No time for demagogy on drugs Bell's bluster: City can't afford political rhetoric that stands in the way of pragmatism.

April 05, 1996

FIGHTING THE DRUG WAR may be hard for those in the trenches. But it's easy for the politician-generals. They get cheers every time they scream "lock 'em up." If that were the solution, Baltimore would have no drug problem. Nearly 4,000 drug arrests occur each year in this city. So many arrests occur that the court dockets are backed up and the prisons are overflowing.

Nonetheless, City Council President Lawrence A. Bell III felt it necessary to lecture police Chief Thomas C. Frazier during his reappointment hearing on the need for a "zero tolerance" drug policy.

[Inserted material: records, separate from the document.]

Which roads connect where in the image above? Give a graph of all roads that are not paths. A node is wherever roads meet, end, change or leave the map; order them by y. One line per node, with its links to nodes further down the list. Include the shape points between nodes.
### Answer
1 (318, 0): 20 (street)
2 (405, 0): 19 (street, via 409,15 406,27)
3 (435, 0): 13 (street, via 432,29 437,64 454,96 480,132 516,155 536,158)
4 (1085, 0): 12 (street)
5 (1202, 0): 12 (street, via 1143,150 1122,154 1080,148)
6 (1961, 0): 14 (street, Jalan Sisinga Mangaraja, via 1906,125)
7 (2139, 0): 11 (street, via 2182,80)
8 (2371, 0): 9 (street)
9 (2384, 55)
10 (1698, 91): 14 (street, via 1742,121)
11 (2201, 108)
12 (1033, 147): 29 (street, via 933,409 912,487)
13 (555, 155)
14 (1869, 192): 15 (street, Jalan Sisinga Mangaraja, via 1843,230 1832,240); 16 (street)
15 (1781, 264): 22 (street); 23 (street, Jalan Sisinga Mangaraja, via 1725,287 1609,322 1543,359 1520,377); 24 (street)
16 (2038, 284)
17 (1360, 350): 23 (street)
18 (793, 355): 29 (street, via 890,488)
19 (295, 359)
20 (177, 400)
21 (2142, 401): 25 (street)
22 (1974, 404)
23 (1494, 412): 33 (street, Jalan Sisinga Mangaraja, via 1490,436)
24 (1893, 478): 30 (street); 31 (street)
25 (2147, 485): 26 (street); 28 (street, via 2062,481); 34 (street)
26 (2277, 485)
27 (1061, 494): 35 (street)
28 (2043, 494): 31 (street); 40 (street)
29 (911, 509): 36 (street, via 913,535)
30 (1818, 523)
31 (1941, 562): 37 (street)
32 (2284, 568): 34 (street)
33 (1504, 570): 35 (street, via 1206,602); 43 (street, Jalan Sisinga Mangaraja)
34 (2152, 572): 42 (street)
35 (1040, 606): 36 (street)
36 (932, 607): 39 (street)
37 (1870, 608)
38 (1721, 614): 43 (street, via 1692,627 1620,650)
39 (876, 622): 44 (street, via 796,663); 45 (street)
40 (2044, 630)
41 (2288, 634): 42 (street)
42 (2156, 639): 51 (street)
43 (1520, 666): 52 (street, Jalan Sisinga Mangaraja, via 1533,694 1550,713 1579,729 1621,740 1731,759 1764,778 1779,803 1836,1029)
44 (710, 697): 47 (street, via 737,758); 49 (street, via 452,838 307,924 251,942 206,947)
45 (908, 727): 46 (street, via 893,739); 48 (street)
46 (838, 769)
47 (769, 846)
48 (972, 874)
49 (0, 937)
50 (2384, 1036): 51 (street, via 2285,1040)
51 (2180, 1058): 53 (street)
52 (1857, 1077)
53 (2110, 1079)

Zero tolerance sure sounds good to people tired of being the victims of crackheads and heroin addicts who will steal anything to get the cash for their next fix. But zero tolerance won't work.

There's no way to catch all 50,000 addicts in this city while they're in the act of committing a crime; no way to catch all the drug dealers when they're preying on the addicts' weakness. There's no place to put them all if you could catch them. The public would be better served by leadership that eschews catchy slogans and looks at real solutions to drug abuse, solutions that out of necessity include some tolerance.

Society should tolerate those addicts who can and want to be saved. It can do that by making sure there are enough drug treatment slots available for them. Successful treatment will dwindle the ranks of addicts, and the dealers who depend on their trade. Mr. Frazier knows that. He told the council that the drug war in part requires a medical solution. An ad hoc citizens committee that includes Mayor Kurt L. Schmoke is also looking into ways to increase this city's drug treatment opportunities.

The council needs to get on board. One proposal before the committee that the council should examine would allow public health clinics and private physicians to prescribe methadone without their offices being zoned as drug treatment centers. If such legislation is written to preserve the integrity of residential neighborhoods, it could dramatically increase the number of drug treatment slots in the city.

Baltimore must do that. Chief Frazier must aggressively pursue all criminals, especially the wholesalers bringing drugs into this city. But drug crimes won't stop until Baltimore successfully treats the illness that is their genesis.